“Orwellian”? I don’t think so.

In which Franklin ventures an unpopular opinion.

Okay, so we live in a time when the word ‘Orwellian’ is used rather a lot, often by people who clearly haven’t read any Orwell. (“The liberals don’t want to shop at Hobby Lobby! That’s so Orwellian!” “That dude got fired for going to a Nazi rally That’s so Orwellian!” No. No, it isn’t.)

But I’m going to offer a hot take, which is that Nineteen Eighty-Four hasn’t aged particularly well. I’ll even go further: the ideas in it don’t map well onto modern society, current political events notwithstanding.

Yes, yes, I know, it’s a literary classic. Yes, yes, I know, lots of people say it’s more relevant today than ever.

I disagree—not because I think everything now is all sunshine and roses, but because Orwell wrote from a specific place and time, with a particular set of assumptions, and as a result the dystopia he imagined isn’t the dystopia we got.

Orwell envisioned a future of old-school authoritarian totalitarianism, very much rooted in Post-WWII geopolitics, where totalitarians looked like Joseph Stalin and government enforcement looked like the East German Stasi.

Who would’ve guessed the real Big Brother would be a weedy computer nerd with poor social skills in a cheap T-shirt?

He projected his ideas about authoritarianism onto the technology of the day, imagining TV sets broadcasting State propaganda, and cameras in every room sending images back to the State apparatus.

He never imagined a pervasive Panopticon might just as easily be turned against the State. In an age where we all carry cameras with us everywhere we go, corruption and police brutality can be recorded and exposed.

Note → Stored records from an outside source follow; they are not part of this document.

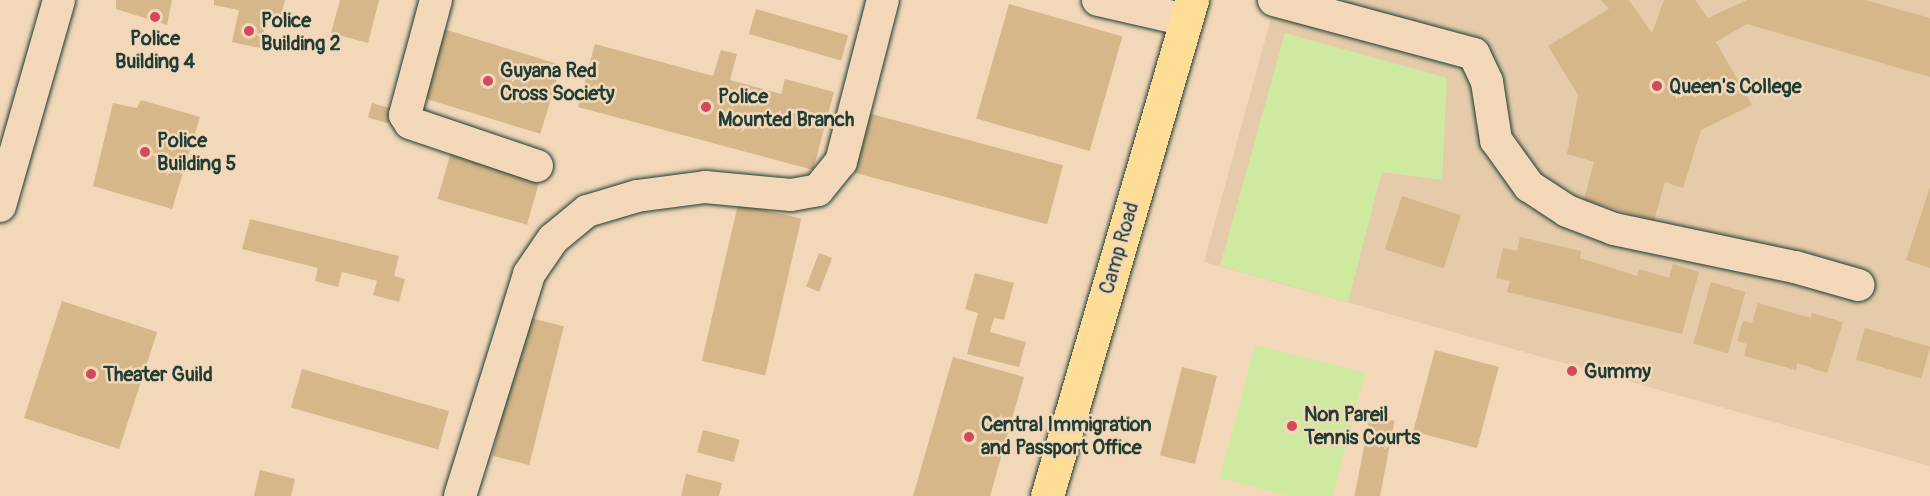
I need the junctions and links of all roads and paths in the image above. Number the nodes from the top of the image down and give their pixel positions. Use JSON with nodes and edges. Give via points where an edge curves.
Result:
{"nodes":[{"id":1,"x":59,"y":0,"type":"edge"},
{"id":2,"x":436,"y":0,"type":"edge"},
{"id":3,"x":883,"y":0,"type":"edge"},
{"id":4,"x":1098,"y":0,"type":"edge"},
{"id":5,"x":1283,"y":2,"type":"edge"},
{"id":6,"x":1189,"y":10,"type":"edge"},
{"id":7,"x":537,"y":165,"type":"dead end"},
{"id":8,"x":0,"y":206,"type":"edge"},
{"id":9,"x":1858,"y":285,"type":"dead end"},
{"id":10,"x":460,"y":496,"type":"edge"},
{"id":11,"x":1047,"y":496,"type":"edge"}],
"edges":[{"from":1,"to":8,"type":"street"},
{"from":2,"to":7,"type":"street","via":[[405,115],[410,123]]},
{"from":3,"to":10,"type":"street","via":[[841,162],[818,190],[791,195],[705,187],[636,196],[587,211],[553,239],[529,274]]},
{"from":4,"to":6,"type":"street"},
{"from":5,"to":9,"type":"street","via":[[1474,54],[1487,82],[1496,140],[1529,186],[1568,211],[1614,229],[1795,267]]},
{"from":6,"to":11,"type":"main road","name":"Camp Road"}]}
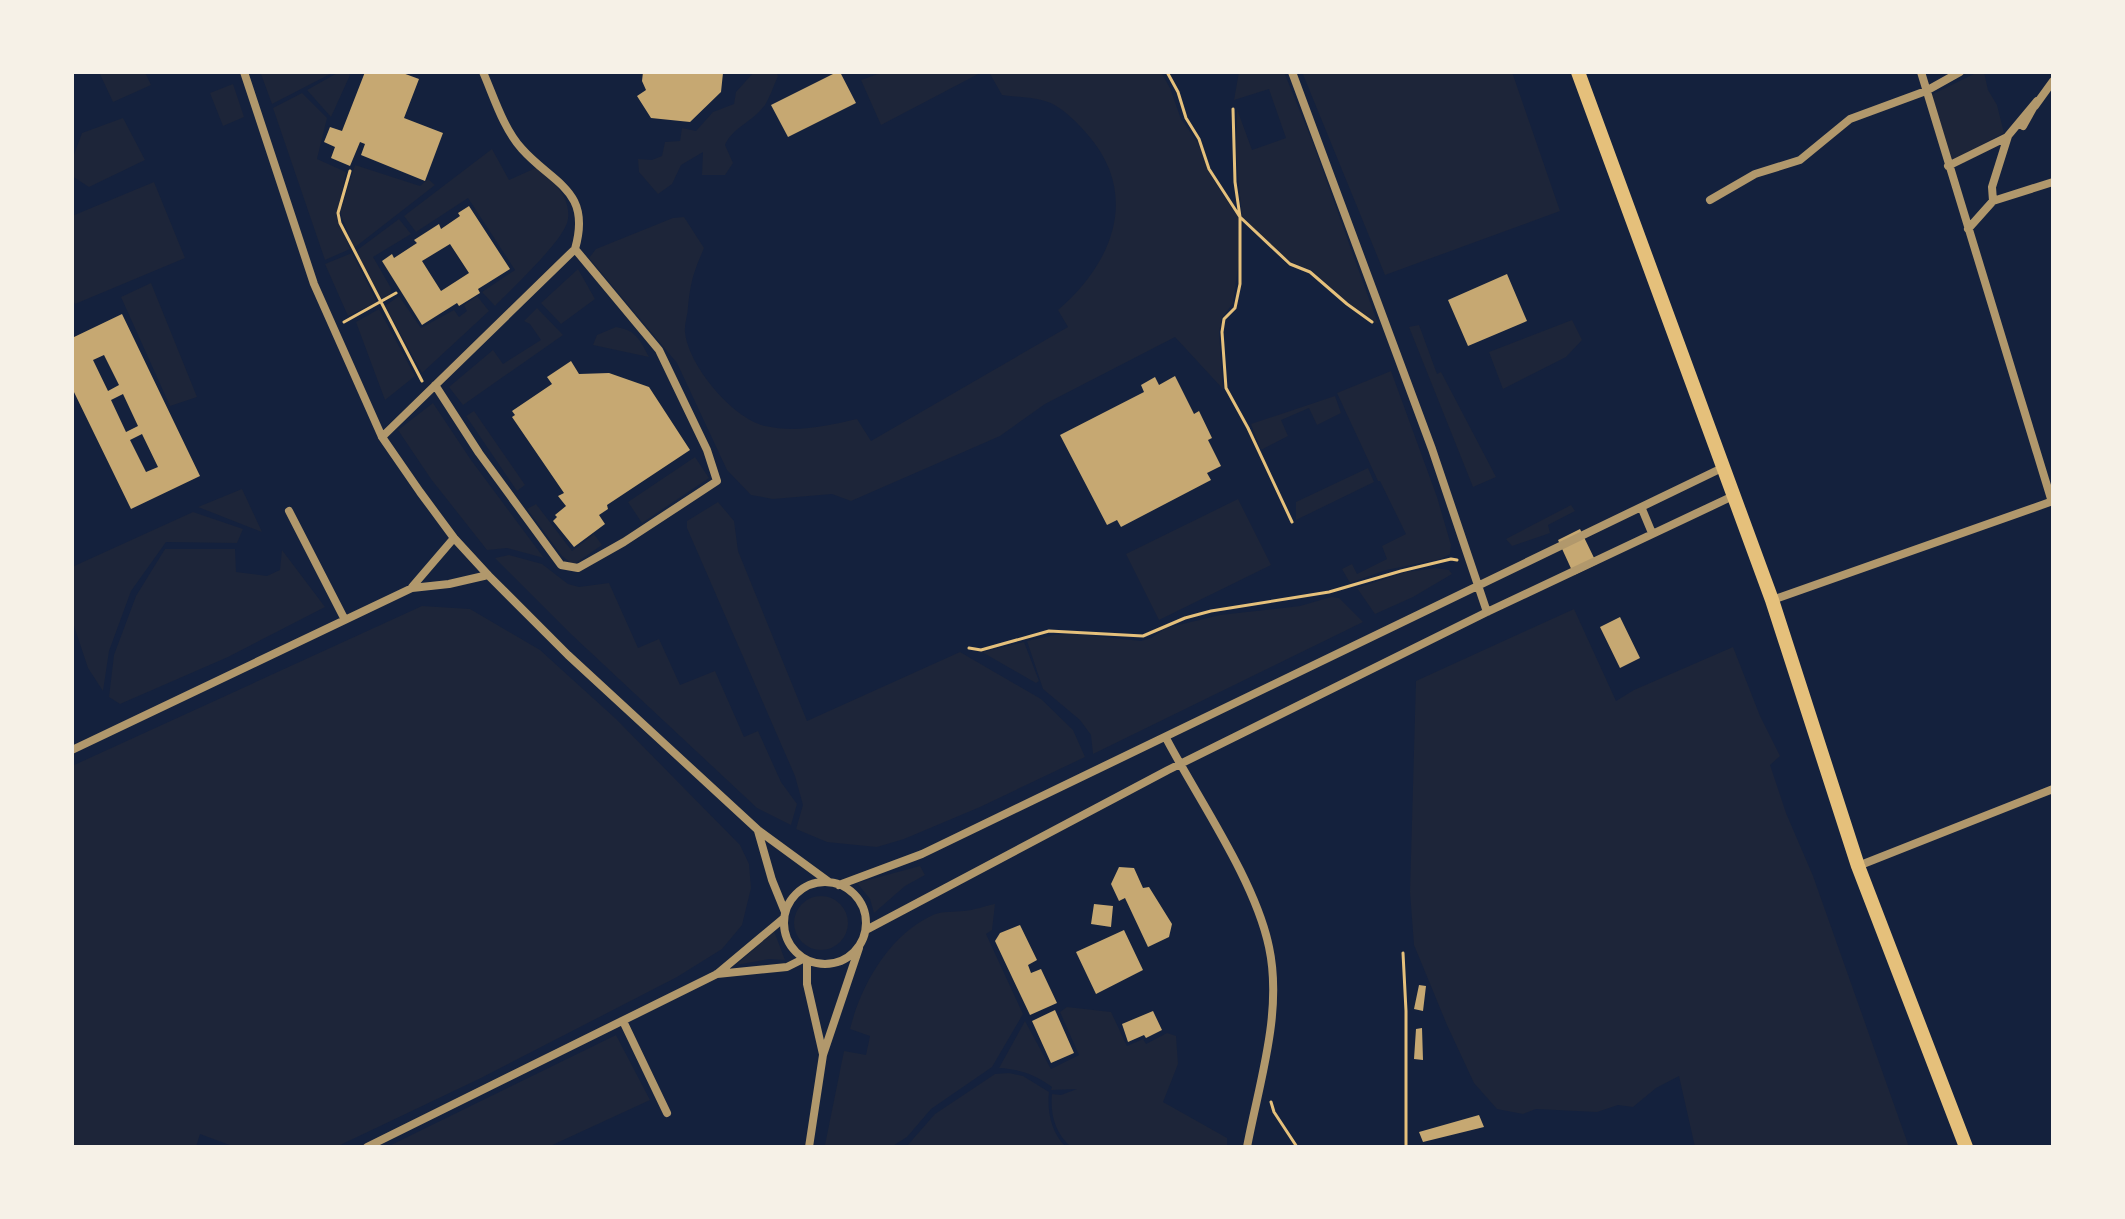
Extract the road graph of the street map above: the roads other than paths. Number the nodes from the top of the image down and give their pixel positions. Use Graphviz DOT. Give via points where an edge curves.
graph roads {
  1 [pos="244,72"];
  2 [pos="483,72"];
  3 [pos="1292,72"];
  4 [pos="1578,72"];
  5 [pos="1921,72"];
  6 [pos="1960,72"];
  7 [pos="2053,81"];
  8 [pos="1926,91"];
  9 [pos="2023,126"];
  10 [pos="2007,137"];
  11 [pos="1948,166"];
  12 [pos="2053,182"];
  13 [pos="1710,200"];
  14 [pos="1993,201"];
  15 [pos="1968,229"];
  16 [pos="575,249"];
  17 [pos="431,388"];
  18 [pos="382,437"];
  19 [pos="1722,468"];
  20 [pos="1733,496"];
  21 [pos="2052,502"];
  22 [pos="1642,509"];
  23 [pos="289,511"];
  24 [pos="1652,533"];
  25 [pos="454,538"];
  26 [pos="488,575"];
  27 [pos="1479,586"];
  28 [pos="412,588"];
  29 [pos="1772,600"];
  30 [pos="1487,612"];
  31 [pos="344,618"];
  32 [pos="1166,738"];
  33 [pos="72,750"];
  34 [pos="1180,765"];
  35 [pos="2053,789"];
  36 [pos="758,830"];
  37 [pos="1858,866"];
  38 [pos="834,883"];
  39 [pos="784,915"];
  40 [pos="866,930"];
  41 [pos="861,944"];
  42 [pos="805,960"];
  43 [pos="717,974"];
  44 [pos="623,1021"];
  45 [pos="823,1055"];
  46 [pos="667,1113"];
  47 [pos="367,1147"];
  48 [pos="809,1147"];
  49 [pos="1247,1147"];
  50 [pos="1966,1147"];
  1 -- 18 [label="street" via="314,284"];
  2 -- 16 [label="street" via="522,149 560,181 574,202 581,227"];
  3 -- 27 [label="street"];
  4 -- 19 [label="highway"];
  5 -- 8 [label="street"];
  6 -- 8 [label="street"];
  7 -- 9 [label="street"];
  8 -- 11 [label="street"];
  8 -- 13 [label="street" via="1850,119 1800,160 1755,174"];
  9 -- 10 [label="street"];
  9 -- 10 [label="street" via="2037,101"];
  10 -- 11 [label="street"];
  10 -- 14 [label="street"];
  11 -- 15 [label="street"];
  12 -- 14 [label="street"];
  14 -- 15 [label="street"];
  15 -- 21 [label="street"];
  16 -- 17 [label="street"];
  16 -- 17 [label="street" via="659,350 717,481 616,548 578,568 561,565"];
  17 -- 18 [label="street"];
  18 -- 25 [label="street"];
  19 -- 20 [label="highway"];
  19 -- 22 [label="street"];
  20 -- 24 [label="street"];
  20 -- 29 [label="highway"];
  21 -- 29 [label="street"];
  22 -- 24 [label="street"];
  22 -- 27 [label="street"];
  23 -- 31 [label="street"];
  24 -- 30 [label="street"];
  25 -- 26 [label="street"];
  25 -- 28 [label="street"];
  26 -- 28 [label="street"];
  26 -- 36 [label="street"];
  27 -- 30 [label="street"];
  27 -- 32 [label="street"];
  28 -- 31 [label="street"];
  29 -- 37 [label="highway"];
  30 -- 34 [label="street"];
  31 -- 33 [label="street"];
  32 -- 34 [label="street"];
  32 -- 38 [label="street" via="922,854"];
  34 -- 40 [label="street"];
  34 -- 49 [label="street" via="1244,881 1269,946 1271,1023"];
  35 -- 37 [label="street"];
  36 -- 38 [label="street"];
  36 -- 39 [label="street"];
  37 -- 50 [label="highway"];
  38 -- 39 [label="street" via="801,889"];
  38 -- 40 [label="street" via="860,902"];
  39 -- 42 [label="street" via="785,934"];
  39 -- 43 [label="street"];
  40 -- 41 [label="street"];
  41 -- 42 [label="street" via="838,963"];
  41 -- 45 [label="street"];
  42 -- 43 [label="street" via="775,969"];
  42 -- 45 [label="street"];
  43 -- 44 [label="street"];
  44 -- 46 [label="street"];
  44 -- 47 [label="street"];
  45 -- 48 [label="street"];
}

He also could not imagine a society where common communications media were anything other than top-down—he was still trapped in a broadcast-television mindset, where content creation was centralized and transmitted out to the population.

We live in a much more decentralized world, a world where citizens are empowered in ways that Orwell couldn’t (and didn’t) imagine. Because of that, his vision feels very old-school, very Grandpa’s Dictatorship.

Who would’ve guessed the real Big Brother would be a weedy computer nerd with poor social skills in a cheap T-shirt?

It turns out—surprise!—that everyone in the 40s and 50s was 100% wrong about how societies work.The free and vigorous exchange of ideas doesn’t mean that good ideas rise to the top. Giving everyone instantaneous access to the world’s sum total of facts and knowledge doesn’t lead to a more enlightened society. Instant, unfettered worldwide communication doesn’t break down barriers, erode prejudice, promote egalitarianism, or increase understanding.

It took a long time for me to wrap my head around this. I was one of those naive optimists, back in the era before a pervasive Internet. Turns out that shit doesn’t happen. All the optimistic forward thinkers from the 1940s through the 1990s were utterly, 100% wrong.

Ah HA ha ha ha ha! Good one! Now pull my other leg, Mr. Mill!

Dystopia is here, but it isn’t Grandpa’s “boot stamping on a human face forever.” That’s so last-century.Today’s authoritarianism is agile, data-driven, shaped by analytics and A/B testing, tested with focus groups, refined with demographic polling, all of it carefully tailored for different market segments.

Todays doublethink and thoughtcrime aren’t engineered by the Ministry of Truth and pushed out by the police apparatus. They’re crowdsourced, enshrined in tribal identity politics, and enforced by the Twitter rage generator and the 4chan hate machine. Offenders aren’t whisked away for extraordinary rendition; instead, the rage of the internet is summoned upon perceived offenders, anyone who appears to support perceived offenders, anyone standing too close to perceived offenders.

In this dystopia, narratives matter more than facts, secret courts are replaced by the court of public opinion, and we don’t need the Stasi to enforce this because we enforce it on ourselves.

George Orwell was right that the impulse toward authoritarianism is written deep in the social DNA of Western societies, he was just wrong that authoritarianism is always top-down. Turns out, paradoxically, it’s often bottom-up.He thought government would need to control our speech and our thought to control us.

Nope.

Give us unfettered communication and unlimited access to knowledge and we’ll do it ourselves.

In this post-fact dystopia, the government doesn’t create our reality, we choose the reality that best appeals to our biases and prejudices. Knowledge? That’s, like, just another opinion, man!